▶ **Work to be completed**
The data below is to be repeated in full, exactly as shown.

▶ **Exercise material**
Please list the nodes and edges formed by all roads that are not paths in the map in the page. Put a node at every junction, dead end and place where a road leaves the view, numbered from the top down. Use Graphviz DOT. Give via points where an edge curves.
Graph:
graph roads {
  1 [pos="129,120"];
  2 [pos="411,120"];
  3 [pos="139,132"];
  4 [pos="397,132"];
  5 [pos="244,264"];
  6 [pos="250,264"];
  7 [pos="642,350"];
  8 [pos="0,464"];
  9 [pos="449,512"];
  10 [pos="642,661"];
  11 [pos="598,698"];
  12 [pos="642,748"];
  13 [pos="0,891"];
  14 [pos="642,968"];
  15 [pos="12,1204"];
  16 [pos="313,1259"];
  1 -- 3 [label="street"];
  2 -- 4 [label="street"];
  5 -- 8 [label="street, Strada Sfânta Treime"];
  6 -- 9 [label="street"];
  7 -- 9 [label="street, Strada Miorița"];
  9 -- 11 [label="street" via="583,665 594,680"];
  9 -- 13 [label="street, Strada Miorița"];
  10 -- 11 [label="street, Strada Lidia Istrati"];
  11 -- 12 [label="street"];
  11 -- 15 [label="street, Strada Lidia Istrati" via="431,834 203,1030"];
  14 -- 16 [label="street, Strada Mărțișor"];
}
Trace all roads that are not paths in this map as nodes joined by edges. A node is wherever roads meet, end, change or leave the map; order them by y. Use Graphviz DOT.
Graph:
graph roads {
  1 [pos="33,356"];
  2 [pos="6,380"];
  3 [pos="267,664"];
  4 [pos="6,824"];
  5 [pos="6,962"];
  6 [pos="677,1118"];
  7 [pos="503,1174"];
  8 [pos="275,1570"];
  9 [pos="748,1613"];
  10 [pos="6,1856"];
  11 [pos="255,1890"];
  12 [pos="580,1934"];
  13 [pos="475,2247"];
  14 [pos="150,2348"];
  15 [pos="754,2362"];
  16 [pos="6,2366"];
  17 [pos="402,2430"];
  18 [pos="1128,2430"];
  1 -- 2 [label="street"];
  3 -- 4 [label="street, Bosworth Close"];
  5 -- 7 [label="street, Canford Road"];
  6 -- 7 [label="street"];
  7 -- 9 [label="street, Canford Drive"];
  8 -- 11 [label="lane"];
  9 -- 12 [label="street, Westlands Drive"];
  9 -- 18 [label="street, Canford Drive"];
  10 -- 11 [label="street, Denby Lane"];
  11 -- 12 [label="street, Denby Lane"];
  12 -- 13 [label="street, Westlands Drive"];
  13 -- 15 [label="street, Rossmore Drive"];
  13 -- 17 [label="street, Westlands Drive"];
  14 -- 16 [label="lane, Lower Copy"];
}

▶ **Answer to the exercise**
Please list the nodes and edges formed by all roads that are not paths in the map in the page. Put a node at every junction, dead end and place where a road leaves the view, numbered from the top down. Use Graphviz DOT. Give via points where an edge curves.
Graph:
graph roads {
  1 [pos="129,120"];
  2 [pos="411,120"];
  3 [pos="139,132"];
  4 [pos="397,132"];
  5 [pos="244,264"];
  6 [pos="250,264"];
  7 [pos="642,350"];
  8 [pos="0,464"];
  9 [pos="449,512"];
  10 [pos="642,661"];
  11 [pos="598,698"];
  12 [pos="642,748"];
  13 [pos="0,891"];
  14 [pos="642,968"];
  15 [pos="12,1204"];
  16 [pos="313,1259"];
  1 -- 3 [label="street"];
  2 -- 4 [label="street"];
  5 -- 8 [label="street, Strada Sfânta Treime"];
  6 -- 9 [label="street"];
  7 -- 9 [label="street, Strada Miorița"];
  9 -- 11 [label="street" via="583,665 594,680"];
  9 -- 13 [label="street, Strada Miorița"];
  10 -- 11 [label="street, Strada Lidia Istrati"];
  11 -- 12 [label="street"];
  11 -- 15 [label="street, Strada Lidia Istrati" via="431,834 203,1030"];
  14 -- 16 [label="street, Strada Mărțișor"];
}
Trace all roads that are not paths in this map as nodes joined by edges. A node is wherever roads meet, end, change or leave the map; order them by y. Use Graphviz DOT.
Graph:
graph roads {
  1 [pos="33,356"];
  2 [pos="6,380"];
  3 [pos="267,664"];
  4 [pos="6,824"];
  5 [pos="6,962"];
  6 [pos="677,1118"];
  7 [pos="503,1174"];
  8 [pos="275,1570"];
  9 [pos="748,1613"];
  10 [pos="6,1856"];
  11 [pos="255,1890"];
  12 [pos="580,1934"];
  13 [pos="475,2247"];
  14 [pos="150,2348"];
  15 [pos="754,2362"];
  16 [pos="6,2366"];
  17 [pos="402,2430"];
  18 [pos="1128,2430"];
  1 -- 2 [label="street"];
  3 -- 4 [label="street, Bosworth Close"];
  5 -- 7 [label="street, Canford Road"];
  6 -- 7 [label="street"];
  7 -- 9 [label="street, Canford Drive"];
  8 -- 11 [label="lane"];
  9 -- 12 [label="street, Westlands Drive"];
  9 -- 18 [label="street, Canford Drive"];
  10 -- 11 [label="street, Denby Lane"];
  11 -- 12 [label="street, Denby Lane"];
  12 -- 13 [label="street, Westlands Drive"];
  13 -- 15 [label="street, Rossmore Drive"];
  13 -- 17 [label="street, Westlands Drive"];
  14 -- 16 [label="lane, Lower Copy"];
}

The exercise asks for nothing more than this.